■ Your assignment
A complete and exact copy of the data below is required.

*** Input records Section Begins ***

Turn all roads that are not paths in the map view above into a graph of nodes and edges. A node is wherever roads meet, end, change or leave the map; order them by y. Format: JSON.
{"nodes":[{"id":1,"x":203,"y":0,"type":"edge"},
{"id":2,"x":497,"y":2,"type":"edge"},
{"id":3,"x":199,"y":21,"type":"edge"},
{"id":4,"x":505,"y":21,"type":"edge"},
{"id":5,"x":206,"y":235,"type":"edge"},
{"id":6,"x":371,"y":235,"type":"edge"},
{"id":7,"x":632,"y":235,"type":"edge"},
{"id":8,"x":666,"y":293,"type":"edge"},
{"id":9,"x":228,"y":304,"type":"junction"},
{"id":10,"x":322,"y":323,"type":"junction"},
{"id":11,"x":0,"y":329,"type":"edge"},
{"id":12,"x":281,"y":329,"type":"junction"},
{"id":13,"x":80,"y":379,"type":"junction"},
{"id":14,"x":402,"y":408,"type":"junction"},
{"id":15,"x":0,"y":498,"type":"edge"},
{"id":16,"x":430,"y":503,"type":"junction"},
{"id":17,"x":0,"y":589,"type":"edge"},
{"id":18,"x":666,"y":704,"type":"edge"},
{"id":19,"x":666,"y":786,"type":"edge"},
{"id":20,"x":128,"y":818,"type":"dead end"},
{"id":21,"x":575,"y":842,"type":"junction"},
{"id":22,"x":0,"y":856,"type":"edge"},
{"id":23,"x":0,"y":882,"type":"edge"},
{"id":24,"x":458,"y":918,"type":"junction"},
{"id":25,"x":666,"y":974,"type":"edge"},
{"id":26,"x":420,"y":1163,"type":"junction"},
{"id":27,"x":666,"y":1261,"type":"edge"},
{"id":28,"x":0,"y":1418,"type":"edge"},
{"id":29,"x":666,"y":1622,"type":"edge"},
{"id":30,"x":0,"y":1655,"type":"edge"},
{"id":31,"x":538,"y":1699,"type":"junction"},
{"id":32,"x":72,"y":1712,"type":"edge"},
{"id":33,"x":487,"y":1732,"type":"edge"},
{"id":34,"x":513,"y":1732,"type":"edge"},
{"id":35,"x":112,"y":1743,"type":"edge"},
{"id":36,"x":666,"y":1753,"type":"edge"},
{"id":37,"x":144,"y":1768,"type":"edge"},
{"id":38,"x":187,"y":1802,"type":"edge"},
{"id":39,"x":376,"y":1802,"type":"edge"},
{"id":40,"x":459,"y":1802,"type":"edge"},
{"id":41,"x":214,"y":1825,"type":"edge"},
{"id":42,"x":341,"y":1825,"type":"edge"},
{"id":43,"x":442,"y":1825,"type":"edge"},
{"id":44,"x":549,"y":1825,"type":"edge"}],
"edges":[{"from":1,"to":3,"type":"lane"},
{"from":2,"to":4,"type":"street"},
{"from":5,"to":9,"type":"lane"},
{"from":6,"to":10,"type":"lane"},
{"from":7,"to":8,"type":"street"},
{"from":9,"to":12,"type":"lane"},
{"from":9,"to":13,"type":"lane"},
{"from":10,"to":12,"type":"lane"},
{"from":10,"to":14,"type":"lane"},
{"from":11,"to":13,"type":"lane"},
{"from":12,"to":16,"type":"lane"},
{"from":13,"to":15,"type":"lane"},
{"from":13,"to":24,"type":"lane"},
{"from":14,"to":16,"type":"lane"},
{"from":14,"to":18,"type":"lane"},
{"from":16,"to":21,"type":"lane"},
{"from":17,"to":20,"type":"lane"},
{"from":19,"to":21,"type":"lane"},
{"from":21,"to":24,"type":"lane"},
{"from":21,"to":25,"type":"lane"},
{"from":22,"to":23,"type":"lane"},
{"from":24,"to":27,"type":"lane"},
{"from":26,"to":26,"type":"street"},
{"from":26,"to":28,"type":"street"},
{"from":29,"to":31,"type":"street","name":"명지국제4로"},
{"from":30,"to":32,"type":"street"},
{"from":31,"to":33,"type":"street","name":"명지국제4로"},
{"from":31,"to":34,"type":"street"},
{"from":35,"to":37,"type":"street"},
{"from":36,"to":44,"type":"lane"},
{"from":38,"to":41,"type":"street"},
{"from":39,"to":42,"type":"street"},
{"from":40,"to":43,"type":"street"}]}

*** Input records Section Ends ***

■ Exercise output
Turn all roads that are not paths in the map view above into a graph of nodes and edges. A node is wherever roads meet, end, change or leave the map; order them by y. Format: JSON.
{"nodes":[{"id":1,"x":203,"y":0,"type":"edge"},
{"id":2,"x":497,"y":2,"type":"edge"},
{"id":3,"x":199,"y":21,"type":"edge"},
{"id":4,"x":505,"y":21,"type":"edge"},
{"id":5,"x":206,"y":235,"type":"edge"},
{"id":6,"x":371,"y":235,"type":"edge"},
{"id":7,"x":632,"y":235,"type":"edge"},
{"id":8,"x":666,"y":293,"type":"edge"},
{"id":9,"x":228,"y":304,"type":"junction"},
{"id":10,"x":322,"y":323,"type":"junction"},
{"id":11,"x":0,"y":329,"type":"edge"},
{"id":12,"x":281,"y":329,"type":"junction"},
{"id":13,"x":80,"y":379,"type":"junction"},
{"id":14,"x":402,"y":408,"type":"junction"},
{"id":15,"x":0,"y":498,"type":"edge"},
{"id":16,"x":430,"y":503,"type":"junction"},
{"id":17,"x":0,"y":589,"type":"edge"},
{"id":18,"x":666,"y":704,"type":"edge"},
{"id":19,"x":666,"y":786,"type":"edge"},
{"id":20,"x":128,"y":818,"type":"dead end"},
{"id":21,"x":575,"y":842,"type":"junction"},
{"id":22,"x":0,"y":856,"type":"edge"},
{"id":23,"x":0,"y":882,"type":"edge"},
{"id":24,"x":458,"y":918,"type":"junction"},
{"id":25,"x":666,"y":974,"type":"edge"},
{"id":26,"x":420,"y":1163,"type":"junction"},
{"id":27,"x":666,"y":1261,"type":"edge"},
{"id":28,"x":0,"y":1418,"type":"edge"},
{"id":29,"x":666,"y":1622,"type":"edge"},
{"id":30,"x":0,"y":1655,"type":"edge"},
{"id":31,"x":538,"y":1699,"type":"junction"},
{"id":32,"x":72,"y":1712,"type":"edge"},
{"id":33,"x":487,"y":1732,"type":"edge"},
{"id":34,"x":513,"y":1732,"type":"edge"},
{"id":35,"x":112,"y":1743,"type":"edge"},
{"id":36,"x":666,"y":1753,"type":"edge"},
{"id":37,"x":144,"y":1768,"type":"edge"},
{"id":38,"x":187,"y":1802,"type":"edge"},
{"id":39,"x":376,"y":1802,"type":"edge"},
{"id":40,"x":459,"y":1802,"type":"edge"},
{"id":41,"x":214,"y":1825,"type":"edge"},
{"id":42,"x":341,"y":1825,"type":"edge"},
{"id":43,"x":442,"y":1825,"type":"edge"},
{"id":44,"x":549,"y":1825,"type":"edge"}],
"edges":[{"from":1,"to":3,"type":"lane"},
{"from":2,"to":4,"type":"street"},
{"from":5,"to":9,"type":"lane"},
{"from":6,"to":10,"type":"lane"},
{"from":7,"to":8,"type":"street"},
{"from":9,"to":12,"type":"lane"},
{"from":9,"to":13,"type":"lane"},
{"from":10,"to":12,"type":"lane"},
{"from":10,"to":14,"type":"lane"},
{"from":11,"to":13,"type":"lane"},
{"from":12,"to":16,"type":"lane"},
{"from":13,"to":15,"type":"lane"},
{"from":13,"to":24,"type":"lane"},
{"from":14,"to":16,"type":"lane"},
{"from":14,"to":18,"type":"lane"},
{"from":16,"to":21,"type":"lane"},
{"from":17,"to":20,"type":"lane"},
{"from":19,"to":21,"type":"lane"},
{"from":21,"to":24,"type":"lane"},
{"from":21,"to":25,"type":"lane"},
{"from":22,"to":23,"type":"lane"},
{"from":24,"to":27,"type":"lane"},
{"from":26,"to":26,"type":"street"},
{"from":26,"to":28,"type":"street"},
{"from":29,"to":31,"type":"street","name":"명지국제4로"},
{"from":30,"to":32,"type":"street"},
{"from":31,"to":33,"type":"street","name":"명지국제4로"},
{"from":31,"to":34,"type":"street"},
{"from":35,"to":37,"type":"street"},
{"from":36,"to":44,"type":"lane"},
{"from":38,"to":41,"type":"street"},
{"from":39,"to":42,"type":"street"},
{"from":40,"to":43,"type":"street"}]}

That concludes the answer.